Images with pose keypoints
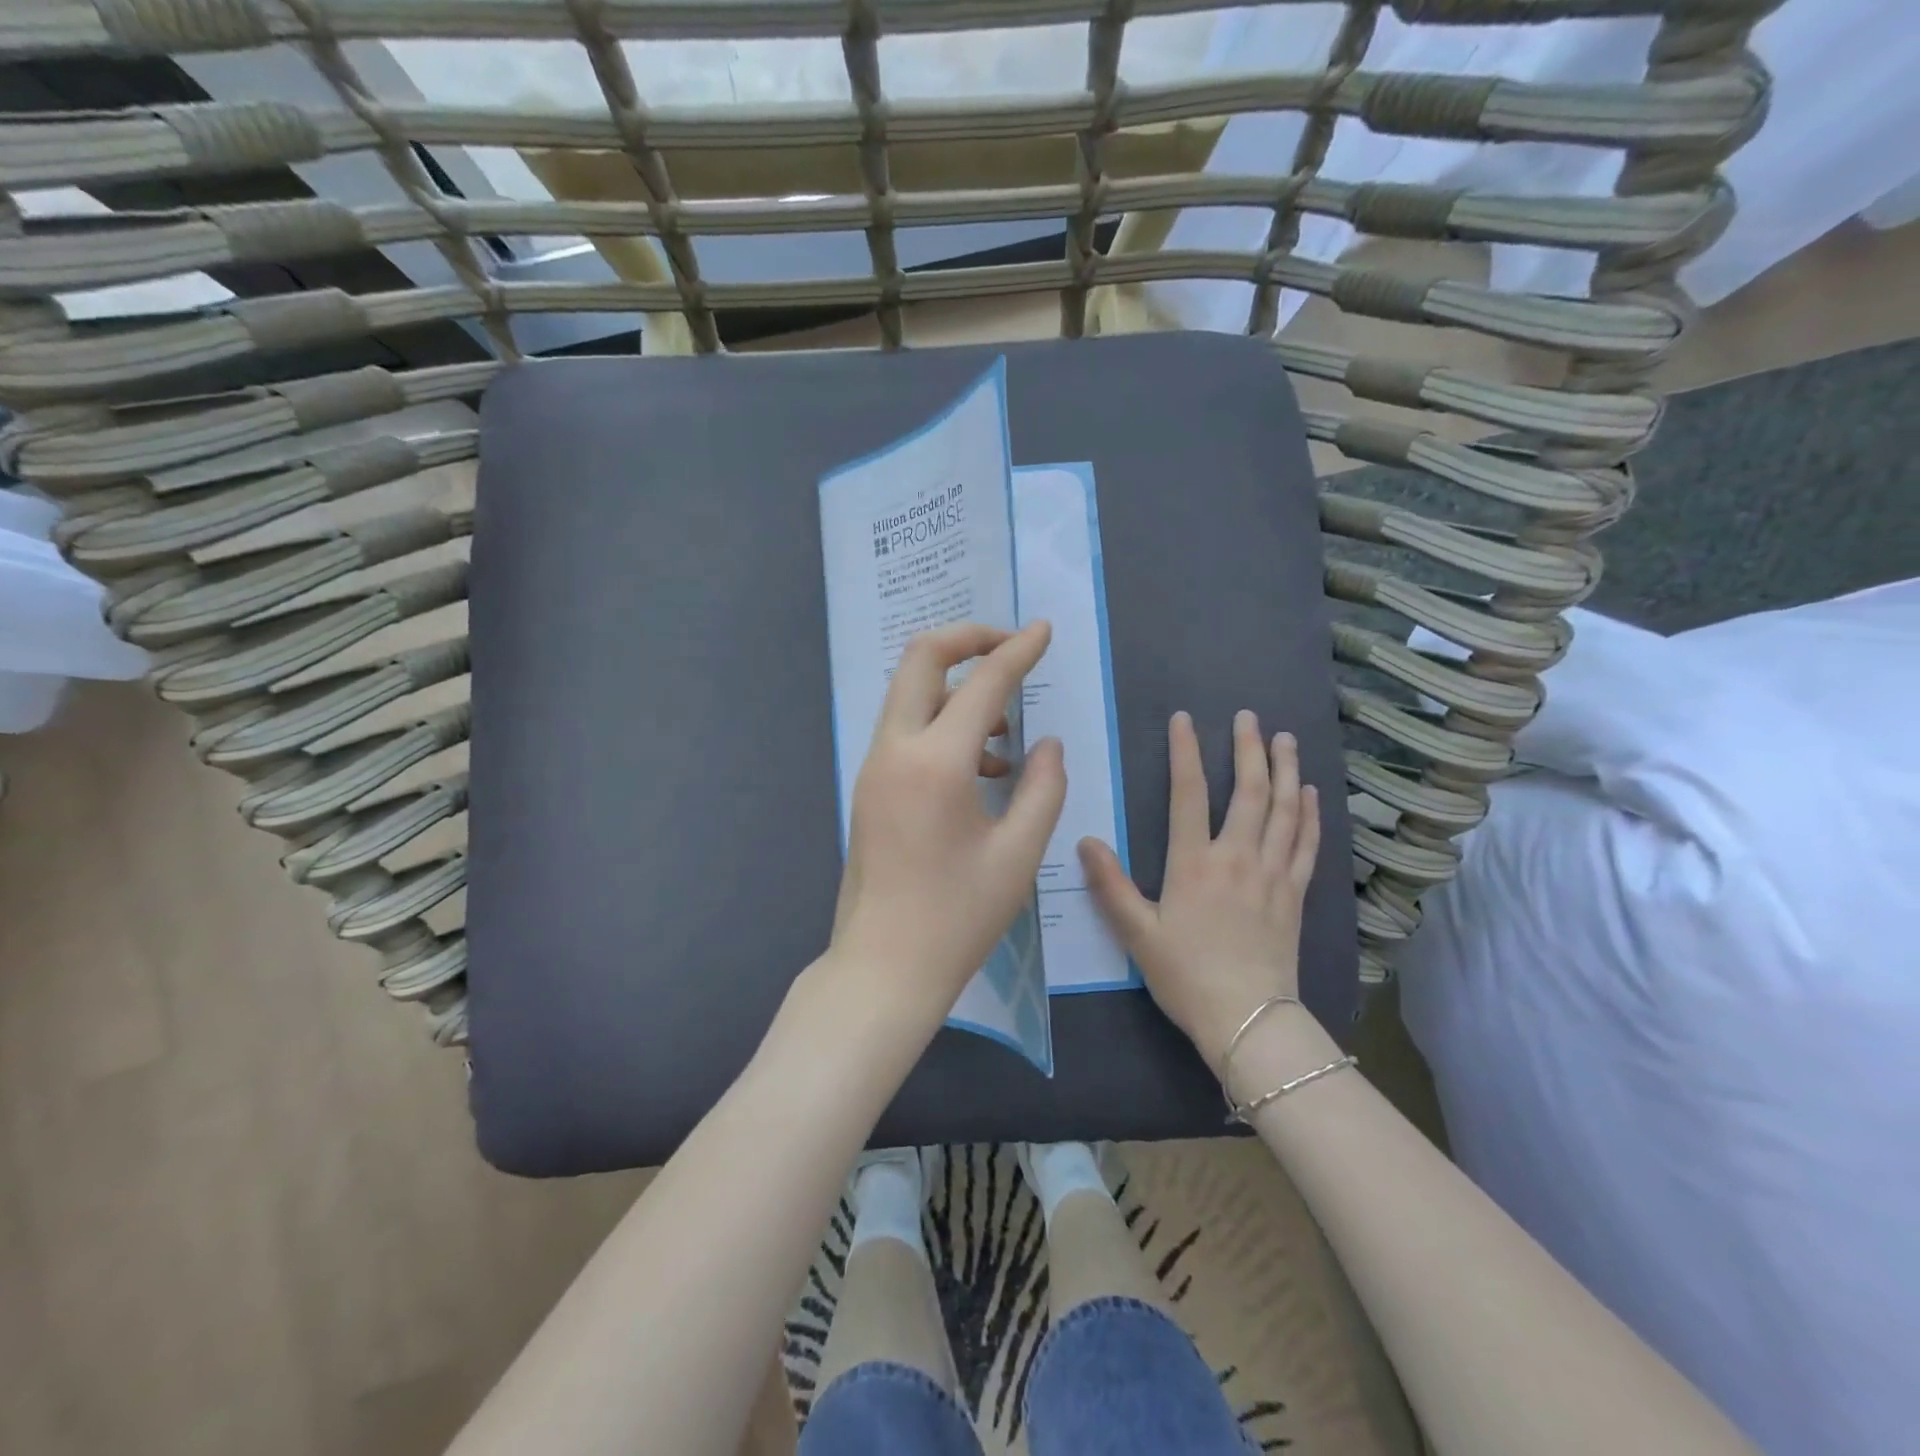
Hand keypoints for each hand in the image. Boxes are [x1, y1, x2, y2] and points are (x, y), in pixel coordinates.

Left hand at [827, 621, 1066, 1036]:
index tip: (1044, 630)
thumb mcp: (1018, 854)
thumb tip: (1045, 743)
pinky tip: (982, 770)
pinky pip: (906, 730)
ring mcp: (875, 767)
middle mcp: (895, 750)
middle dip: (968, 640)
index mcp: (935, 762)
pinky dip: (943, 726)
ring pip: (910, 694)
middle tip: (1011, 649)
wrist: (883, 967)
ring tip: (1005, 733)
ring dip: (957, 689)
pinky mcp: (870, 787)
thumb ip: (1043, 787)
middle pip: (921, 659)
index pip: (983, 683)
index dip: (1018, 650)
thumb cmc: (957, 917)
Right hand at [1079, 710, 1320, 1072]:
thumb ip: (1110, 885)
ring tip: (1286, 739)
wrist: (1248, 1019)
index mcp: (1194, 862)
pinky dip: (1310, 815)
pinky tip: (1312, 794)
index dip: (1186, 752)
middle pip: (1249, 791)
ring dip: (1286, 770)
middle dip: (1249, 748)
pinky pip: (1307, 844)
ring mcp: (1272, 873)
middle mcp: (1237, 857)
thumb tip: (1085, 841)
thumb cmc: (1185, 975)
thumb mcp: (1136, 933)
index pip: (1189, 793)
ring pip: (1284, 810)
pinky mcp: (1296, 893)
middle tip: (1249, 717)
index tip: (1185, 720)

* * *

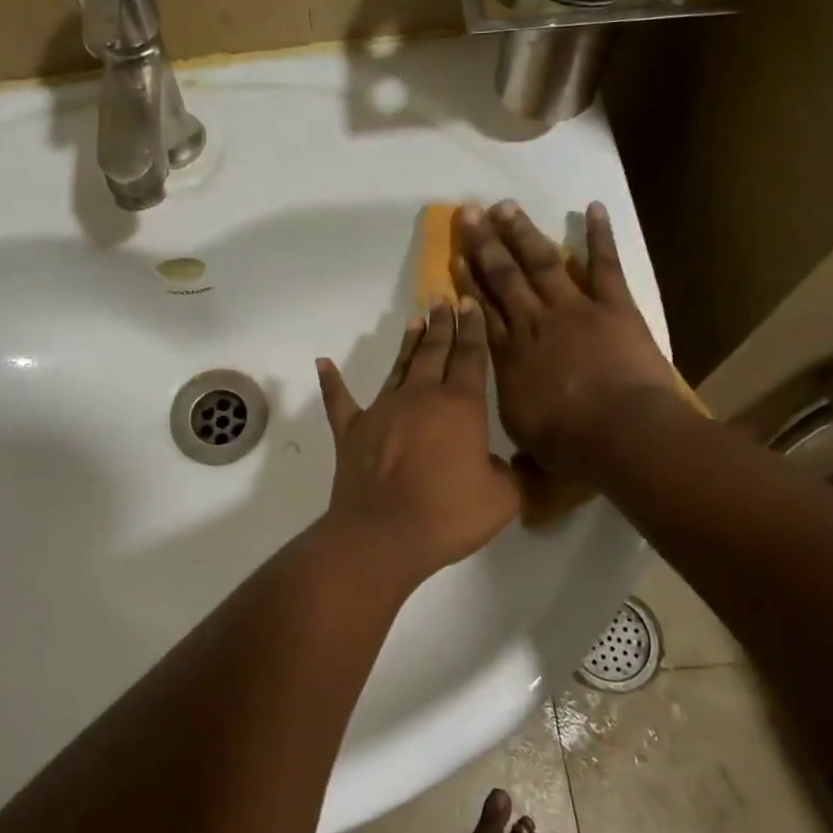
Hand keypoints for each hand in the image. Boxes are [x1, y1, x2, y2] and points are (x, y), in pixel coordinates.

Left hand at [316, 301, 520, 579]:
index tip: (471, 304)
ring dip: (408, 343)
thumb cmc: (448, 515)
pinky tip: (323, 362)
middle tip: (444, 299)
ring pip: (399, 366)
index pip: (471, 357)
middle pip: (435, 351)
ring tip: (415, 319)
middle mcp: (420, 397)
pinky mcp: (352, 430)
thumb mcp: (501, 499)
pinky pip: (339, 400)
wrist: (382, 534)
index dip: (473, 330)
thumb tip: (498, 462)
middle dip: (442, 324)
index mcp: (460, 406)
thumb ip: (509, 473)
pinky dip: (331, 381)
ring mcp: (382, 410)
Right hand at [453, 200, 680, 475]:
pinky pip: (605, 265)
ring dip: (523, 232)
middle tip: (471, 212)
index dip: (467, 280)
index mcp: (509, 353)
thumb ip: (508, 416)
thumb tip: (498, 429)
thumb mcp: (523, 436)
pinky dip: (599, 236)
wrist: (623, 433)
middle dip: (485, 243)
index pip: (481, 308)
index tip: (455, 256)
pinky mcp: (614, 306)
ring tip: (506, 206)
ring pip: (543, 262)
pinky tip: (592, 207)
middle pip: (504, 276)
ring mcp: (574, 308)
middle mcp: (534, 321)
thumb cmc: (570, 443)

▶ [Task objective] In the entries above, find the line holding "ring dip: (523, 232)" and the line holding "thumb cmc: (570, 443)", then retype exactly those two lines and every line between them, and nothing else.

▶ [Solution for this task]
ring dip: (523, 232)
middle tip: (471, 212)
index dip: (467, 280)
index mcp: (509, 353)
thumb ip: (508, 416)
thumb tip: (498, 429)
thumb mcp: (523, 436)
pinky dip: (599, 236)
wrist: (623, 433)
middle dip: (485, 243)
index pip: (481, 308)
index tip: (455, 256)
pinky mcp: (614, 306)
ring tip: (506, 206)
ring pip: (543, 262)
pinky tip: (592, 207)
middle pip: (504, 276)
ring mcp: (574, 308)
middle mcp: (534, 321)
thumb cmc: (570, 443)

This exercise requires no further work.